A large part of the Left's inability to cope with the reality of megalomaniacal dictators is its insistence that we're all the same in our deepest hearts and souls. If Kim Jong Il and Saddam Hussein aren't sufficient disproof of that fantasy, I can't imagine what would be.
Megalomaniacs and their proclivity for ascending to political power are a part of the reason that nuclear weapons are both terrifying to contemplate and absolutely indispensable. The H-Bomb enables a lone individual to reap millions of lives at a stroke, at least in theory. That, of course, is why tyrants and terrorists want them. But the H-Bomb also guarantees that no dictator, however well bunkered in, can count himself completely safe from "retirement," both from power and from the world. In that sense, nuclear weapons have democratized international relations to a greater degree than any other technological or political development could have done. Ironically, their existence also provides an ever-strengthening rationale for removing evil men from the levers of power sooner rather than later.

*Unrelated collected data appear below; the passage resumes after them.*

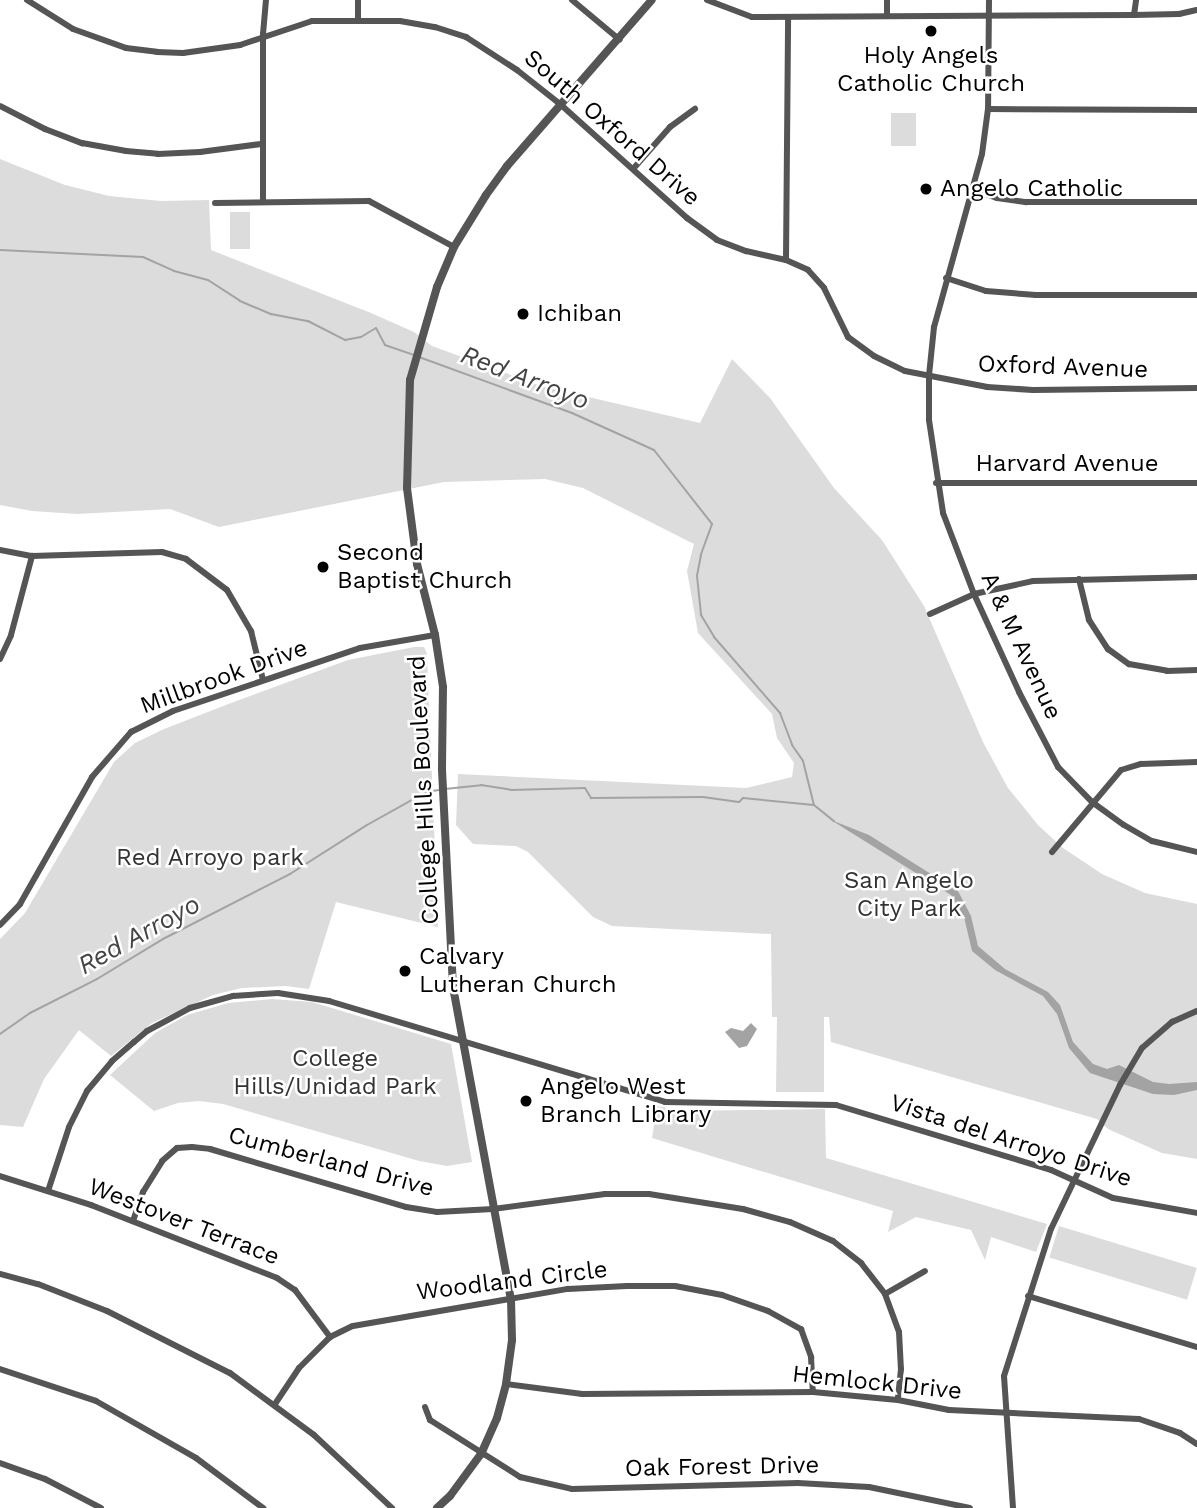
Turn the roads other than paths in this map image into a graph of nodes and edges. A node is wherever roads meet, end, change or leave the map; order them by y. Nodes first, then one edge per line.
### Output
1 (27, 0) edge
2 (266, 0) edge
3 (358, 0) edge
4 (572, 0) edge
5 (652, 0) edge
6 (707, 0) edge
7 (887, 0) edge
8 (989, 0) edge
9 (1136, 0) edge
10 (1197, 10) edge
11 (887, 15) junction
12 (1133, 15) junction
13 (788, 17) junction
14 (989, 17) junction
15 (358, 20) junction
16 (263, 34) junction
17 (620, 40) junction
18 (560, 104) junction
19 (0, 106) edge
20 (695, 109) dead end
21 (988, 109) junction
22 (1197, 110) edge
23 (261, 144) junction
24 (633, 169) junction
25 (974, 190) junction
26 (262, 202) junction
27 (1197, 202) edge
28 (215, 203) dead end
29 (454, 247) junction
30 (786, 260) junction
31 (946, 278) junction
32 (1197, 295) edge
33 (929, 375) junction
34 (1197, 388) edge
35 (936, 483) junction
36 (1197, 483) edge
37 (0, 550) edge
38 (32, 556) junction
39 (1197, 577) edge
40 (1079, 579) junction
41 (974, 594) junction
42 (930, 614) dead end
43 (435, 635) junction
44 (0, 659) edge
45 (1197, 670) edge
46 (263, 680) junction
47 (1197, 762) edge
48 (1092, 802) junction
49 (1052, 852) dead end
50 (1197, 852) edge
51 (0, 925) edge
52 (1197, 1011) edge
53 (460, 1039) junction
54 (0, 1176) edge
55 (1074, 1181) junction
56 (48, 1191) junction
57 (493, 1209) junction
58 (1197, 1213) edge
59 (133, 1221) junction
60 (925, 1271) dead end
61 (0, 1274) edge
62 (885, 1294) junction
63 (1028, 1296) junction
64 (511, 1300) junction
65 (330, 1337) junction
66 (1197, 1347) edge
67 (0, 1369) edge
68 (506, 1384) junction
69 (813, 1392) junction
70 (898, 1400) junction
71 (275, 1404) junction
72 (425, 1408) dead end
73 (1008, 1414) junction
74 (1197, 1444) edge
75 (481, 1454) junction
76 (0, 1463) edge
77 (101, 1508) edge
78 (263, 1508) edge
79 (392, 1508) edge
80 (438, 1508) edge
81 (970, 1508) edge
82 (1014, 1508) edge

1 - 16 street, South Oxford Drive
2 - 16 street
3 - 15 street
4 - 17 street
5 - 17 street, College Hills Boulevard
6 - 13 street
7 - 11 street
8 - 14 street, A & M Avenue
9 - 12 street
10 - 12 street
11 - 13 street
11 - 14 street
12 - 14 street
13 - 30 street
14 - 21 street, A & M Avenue
15 - 16 street, South Oxford Drive
15 - 18 street, South Oxford Drive
16 - 23 street
17 - 18 street, College Hills Boulevard
18 - 24 street, South Oxford Drive
18 - 29 street, College Hills Boulevard
19 - 23 street
20 - 24 street
21 - 22 street
21 - 25 street, A & M Avenue
23 - 26 street
24 - 30 street, South Oxford Drive
25 - 27 street
25 - 31 street, A & M Avenue
26 - 28 street
26 - 29 street
29 - 43 street, College Hills Boulevard
30 - 33 street, South Oxford Drive
31 - 32 street
31 - 33 street, A & M Avenue
33 - 34 street, Oxford Avenue
33 - 35 street, A & M Avenue
35 - 36 street, Harvard Avenue
35 - 41 street, A & M Avenue
37 - 38 street
38 - 44 street
38 - 46 street
39 - 40 street
40 - 41 street
40 - 45 street
41 - 42 street
41 - 48 street, A & M Avenue
43 - 46 street, Millbrook Drive
43 - 53 street, College Hills Boulevard
46 - 51 street, Millbrook Drive
47 - 48 street
48 - 49 street
48 - 50 street, A & M Avenue
52 - 55 street
53 - 55 street, Vista del Arroyo Drive
53 - 56 street, Vista del Arroyo Drive
53 - 57 street, College Hills Boulevard
54 - 56 street, Westover Terrace
55 - 58 street, Vista del Arroyo Drive
55 - 63 street
56 - 59 street, Westover Terrace
57 - 59 street, Cumberland Drive
57 - 62 street, Cumberland Drive
57 - 64 street, College Hills Boulevard
59 - 65 street, Westover Terrace
60 - 62 street
61 - 71 street
62 - 70 street, Cumberland Drive
63 - 66 street
63 - 73 street
64 - 65 street, Woodland Circle
64 - 68 street, College Hills Boulevard
64 - 69 street, Woodland Circle
65 - 71 street, Woodland Circle
67 - 78 street
68 - 69 street, Hemlock Drive
68 - 75 street, College Hills Boulevard
69 - 70 street, Hemlock Drive
70 - 73 street, Hemlock Drive
71 - 79 street
72 - 75 street, Oak Forest Drive
73 - 74 street, Hemlock Drive
73 - 82 street
75 - 80 street, College Hills Boulevard
75 - 81 street, Oak Forest Drive
76 - 77 street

We live in strange times, don't we? But then, every previous generation has probably thought so, too.
Posted by: Francis W. Porretto on April 28, 2003 10:47 AMI'd like to know what the recent defectors have been telling us. We can see for ourselves that Kim is more of a madman than his father, but what do we know about his generals? Would they obey an order to use nukes? to attack Seoul? They must know what our reaction would be. Are they all as maniacal as their fearless leader? We are in a trans-nuclear position. If a country like NK were foolish enough to use one or all of its nukes, we wouldn't have to kill all of its populace in response. We could destroy its government and military with minimal deaths among civilians.
What other country has been able to do anything like that?
The whole population of such a country would need psychological help after being rescued, like people being deprogrammed after years with a cult. Fortunately, we could turn the job over to South Korea.